We use a dataset called MS MARCO throughout this tutorial. MS MARCO is a collection of large scale datasets released by Microsoft with the intent of helping the advance of deep learning research related to search. There are many tasks associated with MS MARCO datasets, but here we are interested in the task of building an end-to-end search application capable of returning relevant documents to a text query.

For the purposes of this tutorial we have included a small sample of the dataset under the msmarco/sample directory which contains only around 1000 documents. This is sufficient for following along with this tutorial, however if you want to experiment with the entire dataset of more than 3 million documents, download the data with the following command:

$ ./bin/download-msmarco.sh

It will create a msmarco/download directory within the text-search directory and download the required files. Note that it currently takes around 21G of disk space, and the conversion scripts below can take a fair amount of time.

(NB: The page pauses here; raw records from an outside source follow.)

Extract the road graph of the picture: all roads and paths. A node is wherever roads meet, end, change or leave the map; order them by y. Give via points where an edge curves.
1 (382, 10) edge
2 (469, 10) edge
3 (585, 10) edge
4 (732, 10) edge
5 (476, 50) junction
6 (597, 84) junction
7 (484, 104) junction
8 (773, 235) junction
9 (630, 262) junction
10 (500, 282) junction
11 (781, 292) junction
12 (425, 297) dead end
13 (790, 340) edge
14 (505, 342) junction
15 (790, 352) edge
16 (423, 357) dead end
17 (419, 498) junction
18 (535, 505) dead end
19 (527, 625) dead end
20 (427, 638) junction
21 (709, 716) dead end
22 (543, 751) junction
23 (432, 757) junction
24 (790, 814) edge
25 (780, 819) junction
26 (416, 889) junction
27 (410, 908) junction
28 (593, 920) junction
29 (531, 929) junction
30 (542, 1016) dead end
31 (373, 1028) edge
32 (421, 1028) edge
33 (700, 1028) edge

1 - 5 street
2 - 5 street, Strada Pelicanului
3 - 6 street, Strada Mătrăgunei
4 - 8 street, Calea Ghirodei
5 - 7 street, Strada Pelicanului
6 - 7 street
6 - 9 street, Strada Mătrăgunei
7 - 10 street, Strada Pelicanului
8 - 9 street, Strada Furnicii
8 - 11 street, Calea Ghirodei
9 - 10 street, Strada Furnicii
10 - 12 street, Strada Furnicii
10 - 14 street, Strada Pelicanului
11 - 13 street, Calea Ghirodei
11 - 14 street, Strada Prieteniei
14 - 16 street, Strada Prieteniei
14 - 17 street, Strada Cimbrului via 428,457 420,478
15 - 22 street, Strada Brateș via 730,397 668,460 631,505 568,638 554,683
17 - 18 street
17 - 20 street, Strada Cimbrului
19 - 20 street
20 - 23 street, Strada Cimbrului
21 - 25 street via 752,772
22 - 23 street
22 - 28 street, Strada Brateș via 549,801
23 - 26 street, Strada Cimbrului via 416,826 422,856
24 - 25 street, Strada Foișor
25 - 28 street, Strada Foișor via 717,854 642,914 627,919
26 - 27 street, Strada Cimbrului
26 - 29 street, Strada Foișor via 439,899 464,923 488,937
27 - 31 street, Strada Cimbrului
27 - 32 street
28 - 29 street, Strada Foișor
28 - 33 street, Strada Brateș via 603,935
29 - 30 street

The sample or downloaded data needs to be converted to the format expected by Vespa. This includes extracting documents, queries and relevance judgements from the files we downloaded and then converting to the Vespa format. If you downloaded the entire dataset, we take a small sample of 1,000 queries and 100,000 documents for the convenience of following this tutorial on a laptop. To convert the data, run the following script (for either the sample or downloaded dataset):

$ ./bin/convert-msmarco.sh

To adjust the number of queries and documents to sample, edit this file to your liking. After running the script we end up with a file msmarco/vespa.json containing lines such as the one below:

{
  "put": "id:msmarco:msmarco::D1555982",
  "fields": {
    "id": "D1555982",
    "url": "https://answers.yahoo.com/question/index?qid=20071007114826AAwCFvR",
    "title": "The hot glowing surfaces of stars emit energy in the form of electromagnetic radiation  ",
    "body": "Science   Mathematics Physics The hot glowing surfaces of stars emit energy in the form of electromagnetic radiation ... "
  }
}

In addition to vespa.json we also have a test-queries.tsv file containing a list of the sampled queries along with the document id that is relevant to each particular query. Each of those relevant documents are guaranteed to be on the sampled pool of document that is included on vespa.json so that we have a fair chance of retrieving it when sending sample queries to our Vespa application.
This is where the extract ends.